『スイート・ホーム』原田マハ著 甘い幸せが教えてくれたこと

 ずいぶんと、ハートウォーミングじゃないか。

 読みながら、何度か表紙を見直した。「原田マハ」の最新刊だ。世界中に向かって毒づきたくなる夜が誰にもあることを知っていて、それが引き起こすねじれや鬱屈、それらを経てたどり着くまばゆい奇跡、あるいはひと筋の祈りを綴る作家だ。大好きだ。けれど本書は、どうも違うようだ。片思いをしていた相手から、片思いを打ち明けられる。自分とは別の女性を好いている男の告白を手伝ったら、その夜、むしろ自分が惚れられる。なかなかプロポーズしてくれない恋人にやきもきしていたら、突然、素敵にプロポーズしてくれる。あれ。あれあれ。ない。ないよ。苦みが。痛みが。甘みしかない。……当然である。本書のタイトルは「スイート・ホーム」なのである。

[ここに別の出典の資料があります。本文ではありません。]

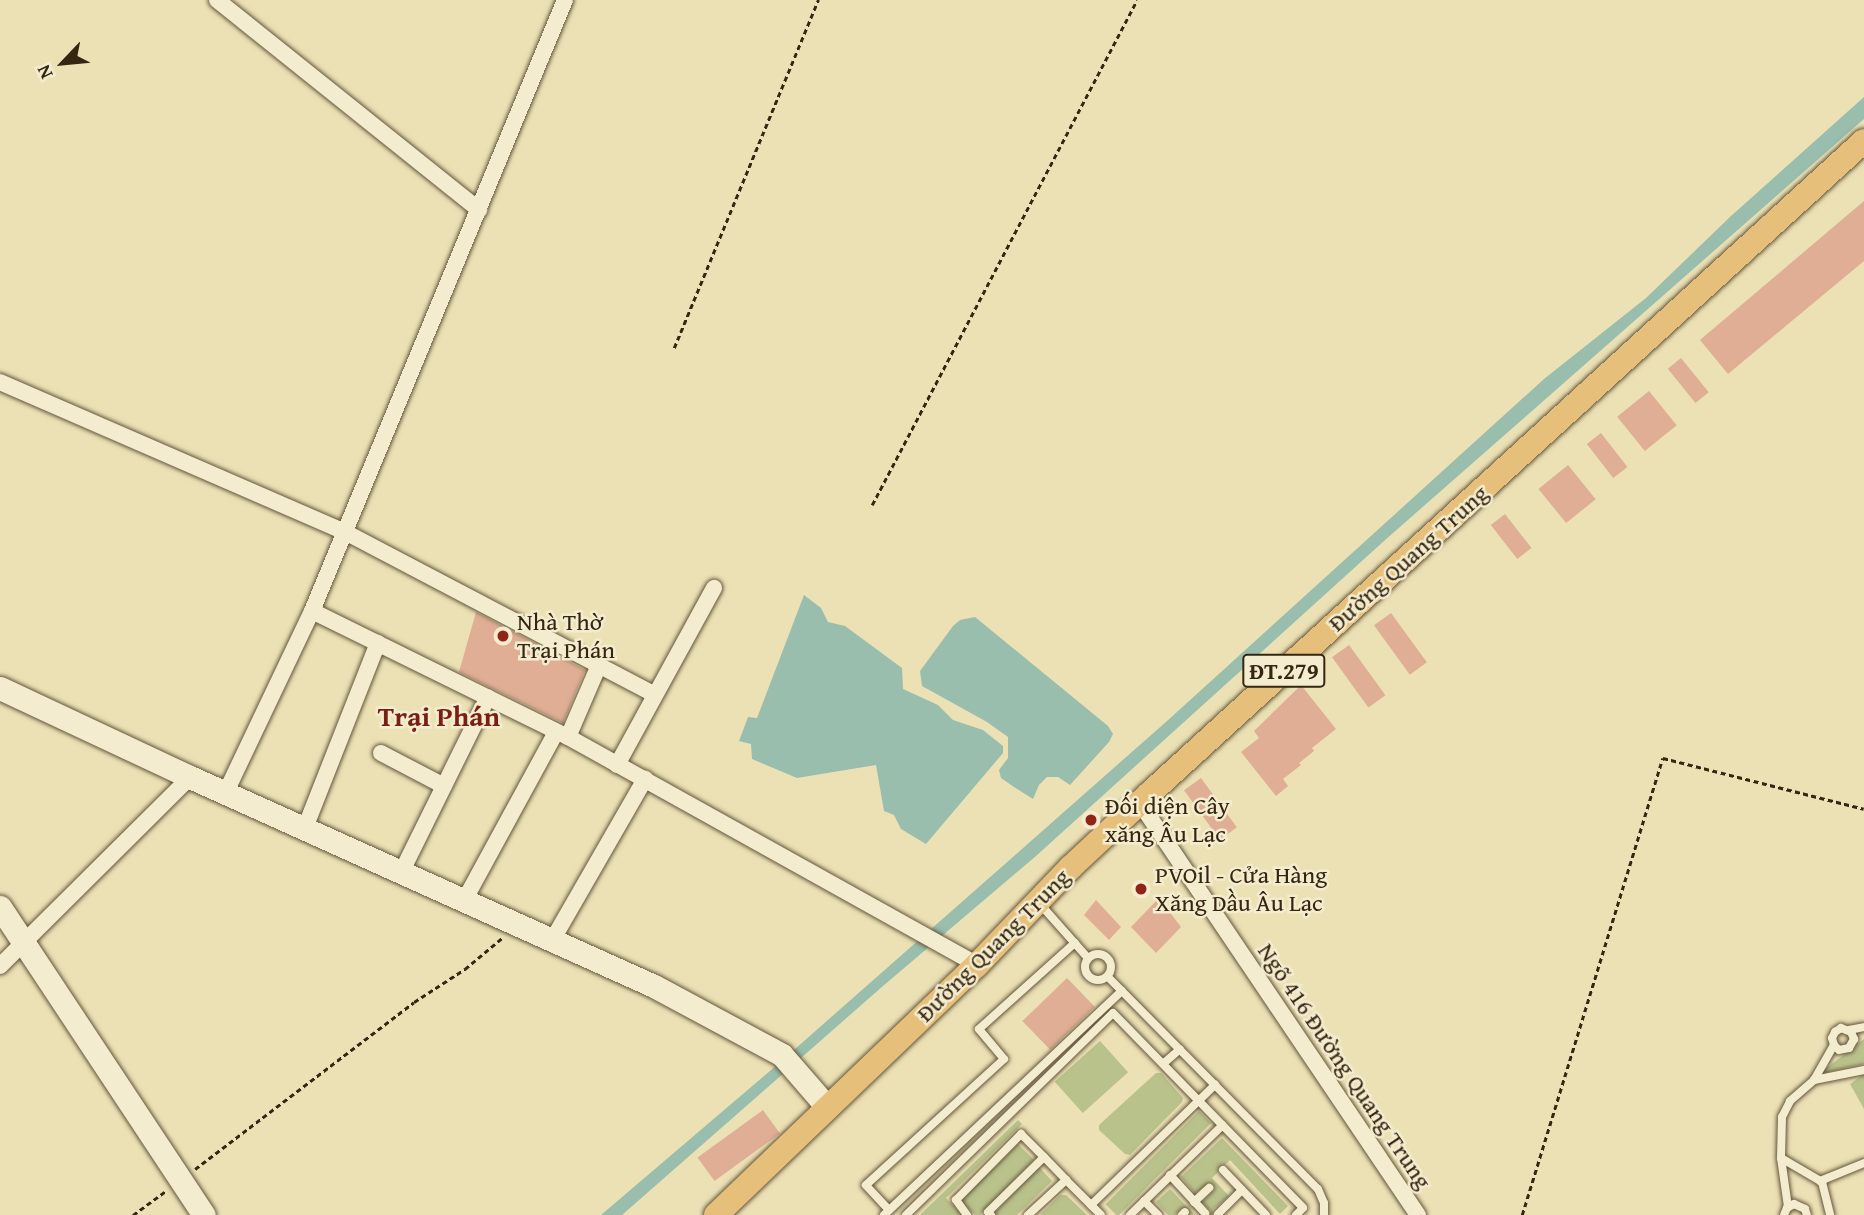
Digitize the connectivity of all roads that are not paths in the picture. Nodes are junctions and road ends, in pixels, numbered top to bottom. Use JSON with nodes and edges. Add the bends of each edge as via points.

 朝日がはじける美しい街・宝塚に佇む、家族経営のケーキ屋さん「スイート・ホーム」を軸に描かれた短編集だ。職人気質で気は優しいパティシエの父と、自称「看板娘」の母、そして年頃に育った美人姉妹。宝石のような輝きと、温かみあふれるスイーツの味わいが評判を呼び、すっかり地元の人気店である。

 雑貨屋で働く美人姉妹の長女が、こっそり一目惚れした男性客から、逆に告白されて結ばれる。店の常連客である料理研究家が、同じく店の常連客であるスイーツマニア男子に恋をして、いろいろあって結ばれる。美人姉妹の妹は、姉のような結婚を夢見て、恋人のプロポーズを待ちわびた末に結ばれる。きっと、きっとどこかにドンデン返しが待ち受けているに違いないと念じながら読み進む。けれど重ねられていく、ぐうの音も出ない幸福の風景。こんなに心が煤けていくなんて、自分はよっぽど性根が曲がっているのだと自戒しながら読み進む。

 最後の一編は、多くの登場人物が、初お目見えと再登場を幾度か重ねて、1年の移り変わりを描き出す。ケーキ屋さん一家は相変わらず仲良しで、地元の常連客は気のいい人ばかりで、店に入ればすべての緊張が吹き飛んでしまう。どんな人も拒まず、みんなの「居場所」になってくれる店。そんなおとぎ話を信じたい季節が、そういえば遠い昔にあったなと思い出す。その頃から今に至るまでの日々で思い知ったこと。

 「居場所」は、向こうから訪れるものではない。誰かが作ってくれるわけでもない。ここがそれだと自分で認めた瞬間、「居場所」はそこに現れる。

 巻末を見て、合点がいく。関西方面の不動産会社のホームページに書き下ろされた小説たちであるらしい。確かに、こんな人たちと、こんな暮らしが待っているなら、「この街に住みたい」と思う人がいるのかもしれない。でもね、そんなスイーツばかり食べていては、土地に根ざした生活や人生なんて、ハードすぎて身が持たないですよ。人生の根をどっかりと下ろしたいなら、肉も野菜も食らうべきだ。おばちゃんライターは、そのへん、ちょっと心配なのである。